What you have to do: Among the lines below, return each one that contains the word "other".

Recorded data:
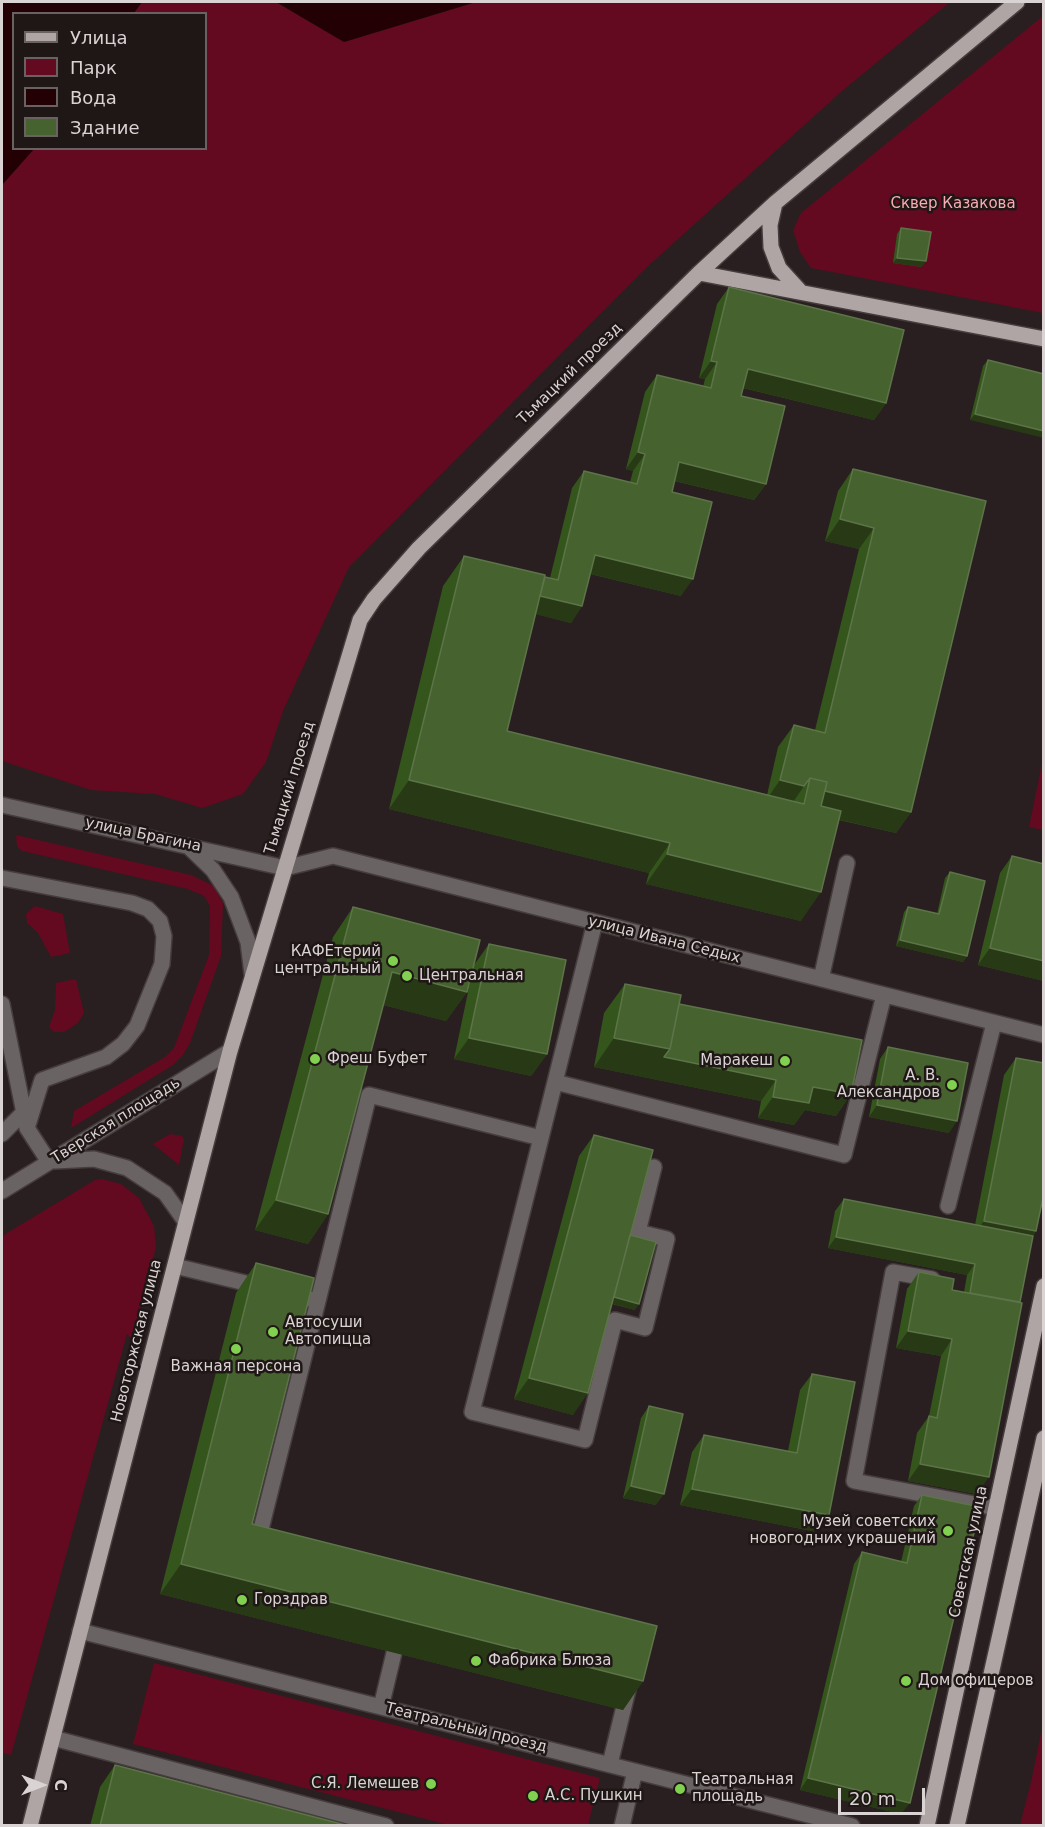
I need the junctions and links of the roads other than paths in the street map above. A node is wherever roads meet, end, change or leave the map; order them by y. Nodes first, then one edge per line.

==

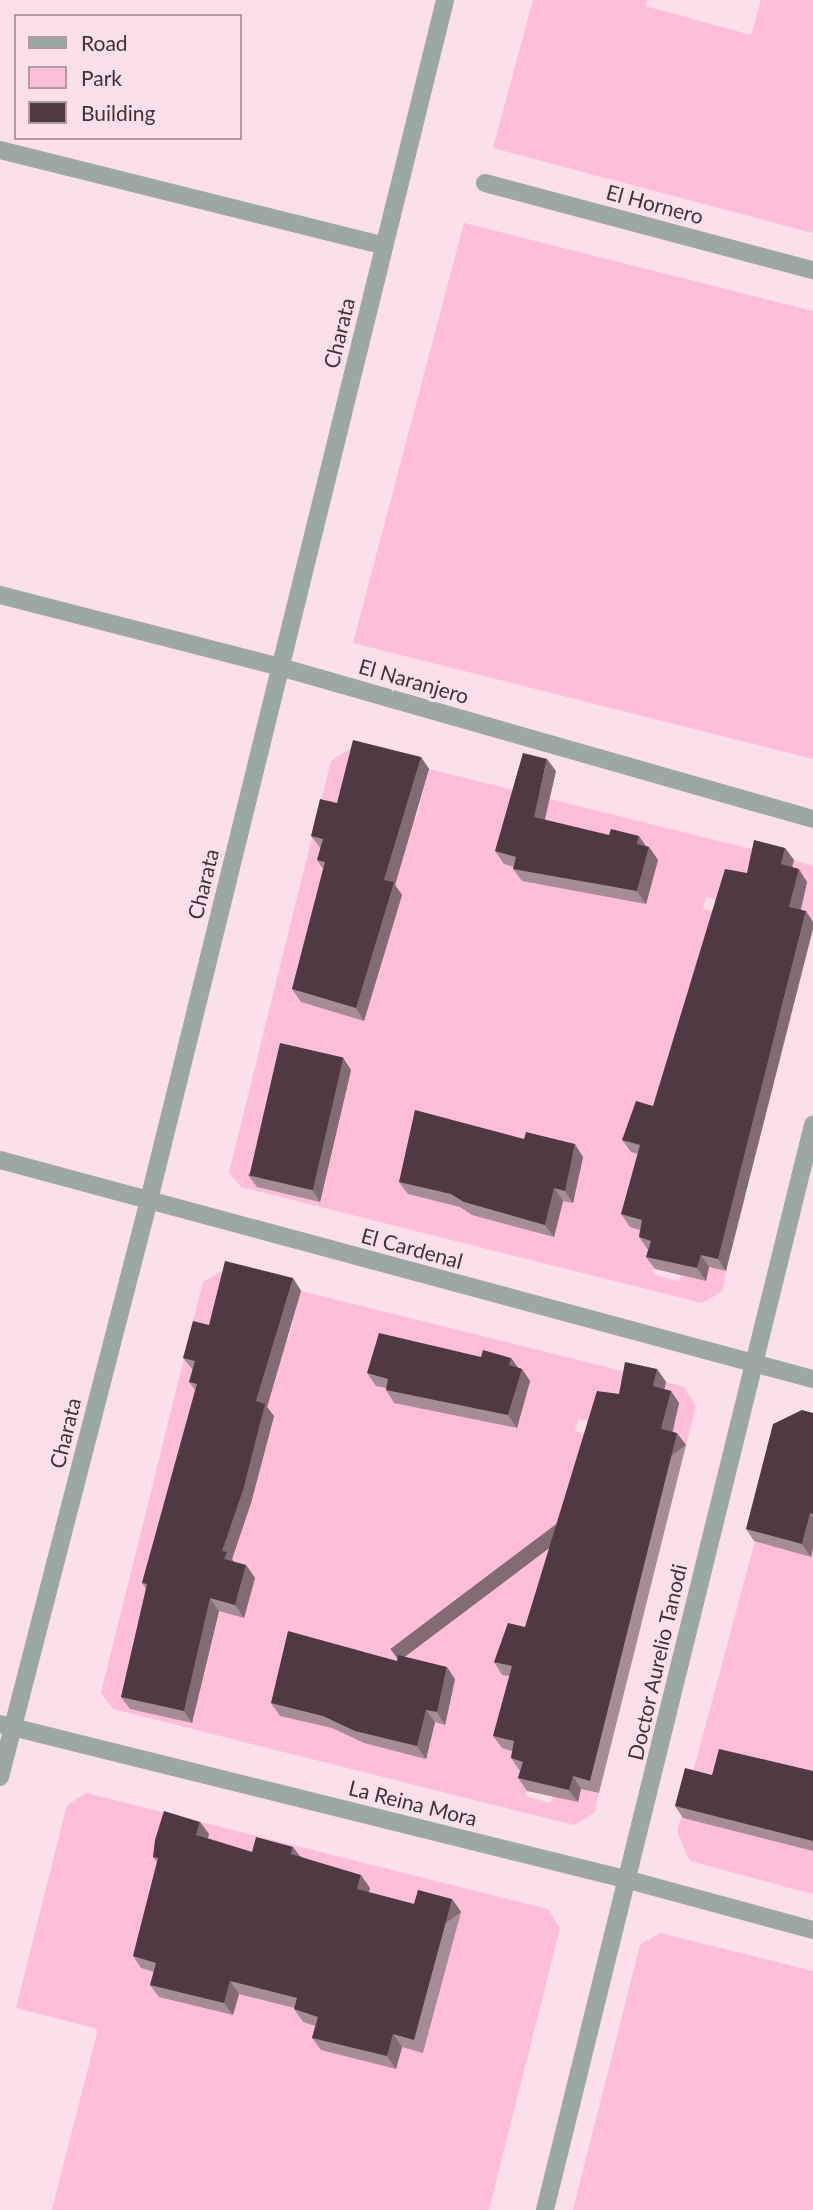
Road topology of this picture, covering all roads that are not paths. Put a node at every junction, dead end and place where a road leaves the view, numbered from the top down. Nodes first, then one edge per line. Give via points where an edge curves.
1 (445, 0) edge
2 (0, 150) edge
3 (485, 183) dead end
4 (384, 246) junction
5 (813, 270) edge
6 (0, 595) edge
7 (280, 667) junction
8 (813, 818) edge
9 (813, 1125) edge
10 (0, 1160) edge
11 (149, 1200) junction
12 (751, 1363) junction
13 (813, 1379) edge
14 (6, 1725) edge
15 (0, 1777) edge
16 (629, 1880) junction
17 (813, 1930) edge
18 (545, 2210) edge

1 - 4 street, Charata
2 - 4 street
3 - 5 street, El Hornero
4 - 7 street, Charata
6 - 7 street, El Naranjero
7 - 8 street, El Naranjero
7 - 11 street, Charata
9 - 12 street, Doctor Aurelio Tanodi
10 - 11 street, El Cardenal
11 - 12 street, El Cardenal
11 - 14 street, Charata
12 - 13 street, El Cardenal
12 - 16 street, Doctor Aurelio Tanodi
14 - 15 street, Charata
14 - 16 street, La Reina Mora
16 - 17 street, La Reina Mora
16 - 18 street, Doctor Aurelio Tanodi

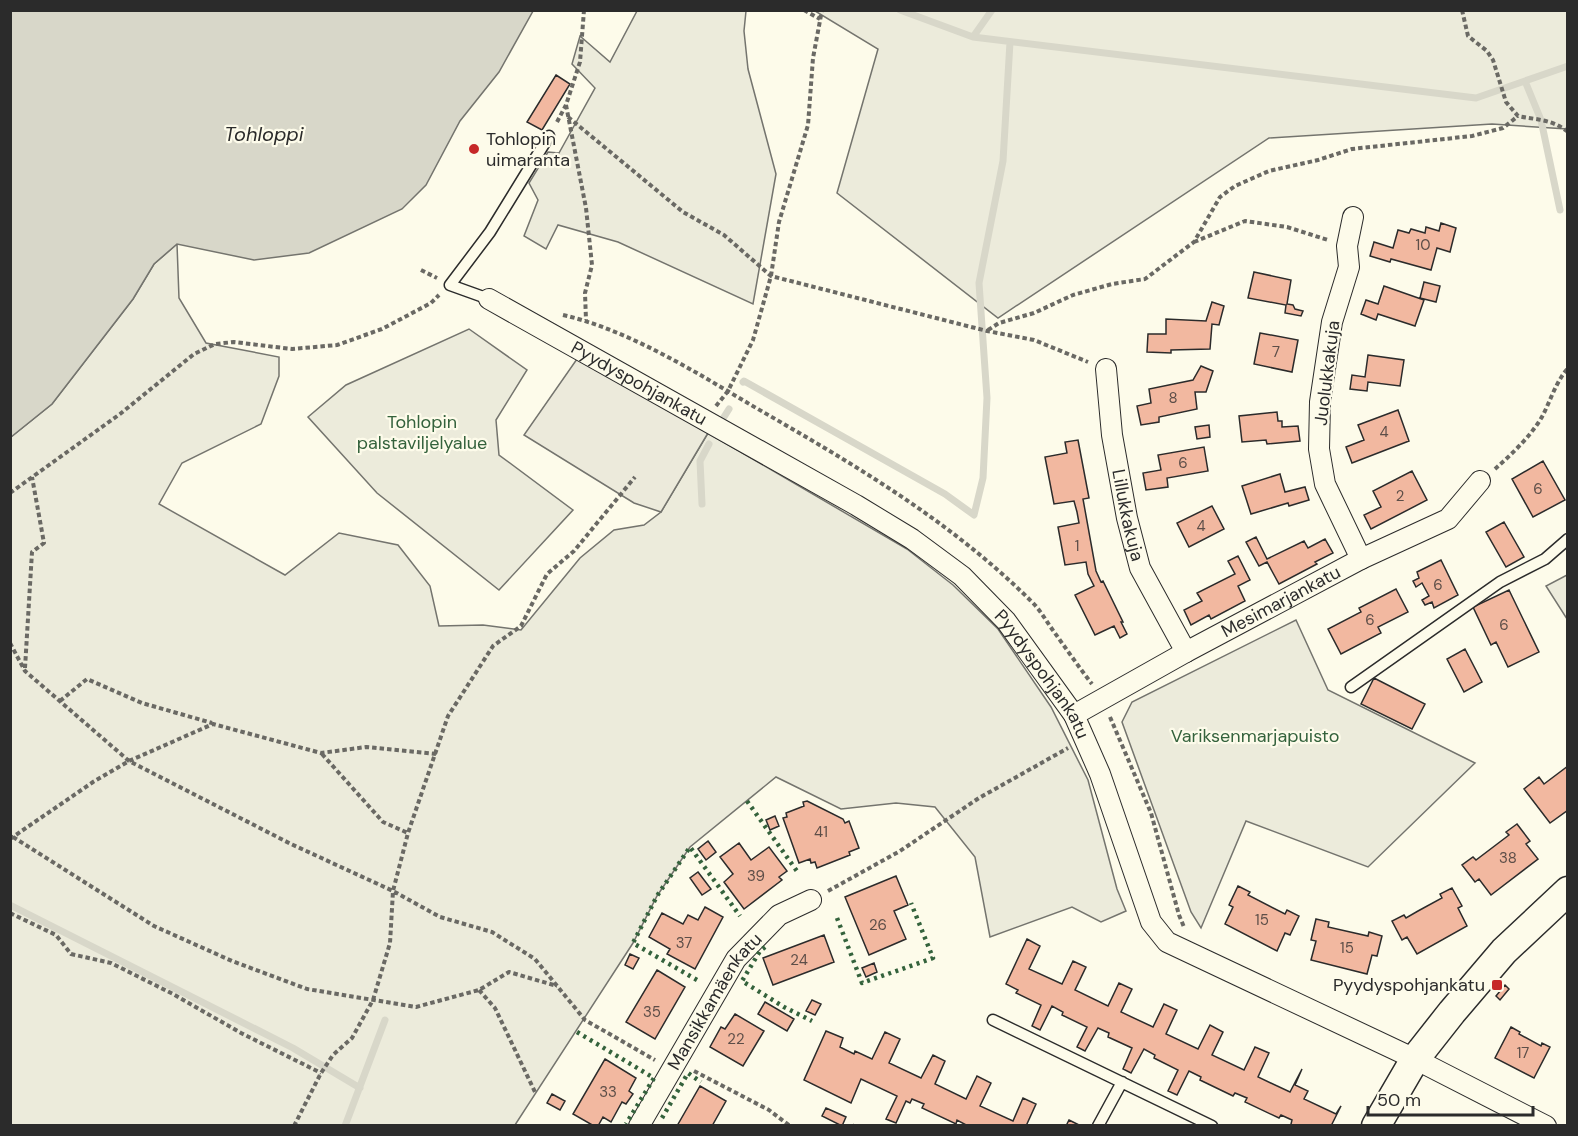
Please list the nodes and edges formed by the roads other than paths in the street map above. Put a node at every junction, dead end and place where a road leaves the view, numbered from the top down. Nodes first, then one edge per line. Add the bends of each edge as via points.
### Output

Exercise output:
I need the junctions and links of the roads other than paths in the street map above. A node is wherever roads meet, end, change or leave the map; order them by y. Nodes first, then one edge per line.
Please list the nodes and edges formed by the roads other than paths in the street map above. Put a node at every junction, dead end and place where a road leaves the view, numbered from the top down. Nodes first, then one edge per line. Add the bends of each edge as via points.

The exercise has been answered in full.